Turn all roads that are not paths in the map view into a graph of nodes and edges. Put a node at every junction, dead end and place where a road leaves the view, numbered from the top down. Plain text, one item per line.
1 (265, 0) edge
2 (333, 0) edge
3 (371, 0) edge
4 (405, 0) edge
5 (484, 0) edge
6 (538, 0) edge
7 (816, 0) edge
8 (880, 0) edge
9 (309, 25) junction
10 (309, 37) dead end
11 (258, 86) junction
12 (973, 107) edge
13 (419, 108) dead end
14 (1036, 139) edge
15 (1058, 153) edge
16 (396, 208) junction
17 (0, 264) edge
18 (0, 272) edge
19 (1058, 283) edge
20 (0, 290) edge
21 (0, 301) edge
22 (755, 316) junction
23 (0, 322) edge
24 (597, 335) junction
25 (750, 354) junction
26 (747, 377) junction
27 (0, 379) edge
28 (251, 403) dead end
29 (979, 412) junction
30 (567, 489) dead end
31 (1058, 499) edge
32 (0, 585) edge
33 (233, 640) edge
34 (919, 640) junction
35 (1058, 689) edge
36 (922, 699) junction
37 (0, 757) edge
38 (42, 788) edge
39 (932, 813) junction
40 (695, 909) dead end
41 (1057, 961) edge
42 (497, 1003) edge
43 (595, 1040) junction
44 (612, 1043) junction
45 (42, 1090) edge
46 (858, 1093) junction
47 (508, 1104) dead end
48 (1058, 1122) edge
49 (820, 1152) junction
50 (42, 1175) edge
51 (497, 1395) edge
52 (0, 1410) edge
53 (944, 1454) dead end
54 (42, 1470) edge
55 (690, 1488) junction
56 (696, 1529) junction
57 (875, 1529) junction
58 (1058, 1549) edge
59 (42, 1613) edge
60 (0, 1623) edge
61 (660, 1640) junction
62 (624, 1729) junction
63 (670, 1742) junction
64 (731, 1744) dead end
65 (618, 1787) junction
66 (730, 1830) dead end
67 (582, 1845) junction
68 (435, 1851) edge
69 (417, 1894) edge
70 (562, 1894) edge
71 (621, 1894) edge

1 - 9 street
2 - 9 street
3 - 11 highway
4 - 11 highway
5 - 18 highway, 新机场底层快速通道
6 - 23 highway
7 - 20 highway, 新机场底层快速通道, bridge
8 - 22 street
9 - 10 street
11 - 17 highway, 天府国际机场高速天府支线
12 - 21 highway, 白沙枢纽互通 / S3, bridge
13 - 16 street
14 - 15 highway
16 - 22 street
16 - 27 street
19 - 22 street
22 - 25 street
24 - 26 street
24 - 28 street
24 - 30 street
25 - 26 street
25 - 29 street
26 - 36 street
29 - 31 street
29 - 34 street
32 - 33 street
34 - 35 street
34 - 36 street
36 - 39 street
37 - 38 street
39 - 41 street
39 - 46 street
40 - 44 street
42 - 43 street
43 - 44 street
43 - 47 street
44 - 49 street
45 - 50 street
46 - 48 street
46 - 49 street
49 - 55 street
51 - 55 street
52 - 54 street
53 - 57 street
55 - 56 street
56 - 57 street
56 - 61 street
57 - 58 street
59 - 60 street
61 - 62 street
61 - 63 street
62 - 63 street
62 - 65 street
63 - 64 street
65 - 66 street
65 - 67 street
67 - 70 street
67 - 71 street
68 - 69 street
######
ASSIGNMENT: Can you reproduce all the material exactly?

TASK RESULT:
Turn all roads that are not paths in the map view into a graph of nodes and edges. Put a node at every junction, dead end and place where a road leaves the view, numbered from the top down. Plain text, one item per line.
1 (265, 0) edge
2 (333, 0) edge
3 (371, 0) edge
4 (405, 0) edge
5 (484, 0) edge
6 (538, 0) edge
7 (816, 0) edge
8 (880, 0) edge
9 (309, 25) junction
10 (309, 37) dead end
11 (258, 86) junction
12 (973, 107) edge
13 (419, 108) dead end
14 (1036, 139) edge
15 (1058, 153) edge
16 (396, 208) junction
17 (0, 264) edge
18 (0, 272) edge
19 (1058, 283) edge
20 (0, 290) edge
21 (0, 301) edge
22 (755, 316) junction
23 (0, 322) edge
24 (597, 335) junction
25 (750, 354) junction
26 (747, 377) junction
27 (0, 379) edge
28 (251, 403) dead end
29 (979, 412) junction
30 (567, 489) dead end
31 (1058, 499) edge
32 (0, 585) edge
33 (233, 640) edge
34 (919, 640) junction
35 (1058, 689) edge
36 (922, 699) junction
37 (0, 757) edge
38 (42, 788) edge
39 (932, 813) junction
40 (695, 909) dead end
41 (1057, 961) edge
42 (497, 1003) edge
43 (595, 1040) junction
44 (612, 1043) junction
45 (42, 1090) edge
46 (858, 1093) junction
47 (508, 1104) dead end
48 (1058, 1122) edge
49 (820, 1152) junction
50 (42, 1175) edge
51 (497, 1395) edge
52 (0, 1410) edge
53 (944, 1454) dead end
54 (42, 1470) edge
55 (690, 1488) junction
56 (696, 1529) junction
57 (875, 1529) junction
58 (1058, 1549) edge
59 (42, 1613) edge
60 (0, 1623) edge
61 (660, 1640) junction
62 (624, 1729) junction
63 (670, 1742) junction
64 (731, 1744) dead end
65 (618, 1787) junction
66 (730, 1830) dead end
67 (582, 1845) junction
68 (435, 1851) edge
69 (417, 1894) edge
70 (562, 1894) edge
71 (621, 1894) edge

1 - 9 street
2 - 9 street
3 - 11 highway
4 - 11 highway
5 - 18 highway, 新机场底层快速通道
6 - 23 highway
7 - 20 highway, 新机场底层快速通道, bridge
8 - 22 street
9 - 10 street
11 - 17 highway, 天府国际机场高速天府支线
12 - 21 highway, 白沙枢纽互通 / S3, bridge
13 - 16 street
14 - 15 highway
16 - 22 street
16 - 27 street
19 - 22 street
22 - 25 street
24 - 26 street
24 - 28 street
24 - 30 street
25 - 26 street
25 - 29 street
26 - 36 street
29 - 31 street
29 - 34 street
32 - 33 street
34 - 35 street
34 - 36 street
36 - 39 street
37 - 38 street
39 - 41 street
39 - 46 street
40 - 44 street
42 - 43 street
43 - 44 street
43 - 47 street
44 - 49 street
45 - 50 street
46 - 48 street
46 - 49 street
49 - 55 street
51 - 55 street
52 - 54 street
53 - 57 street
55 - 56 street
56 - 57 street
56 - 61 street
57 - 58 street
59 - 60 street
61 - 62 street
61 - 63 street
62 - 63 street
62 - 65 street
63 - 64 street
65 - 66 street
65 - 67 street
67 - 70 street
67 - 71 street
68 - 69 street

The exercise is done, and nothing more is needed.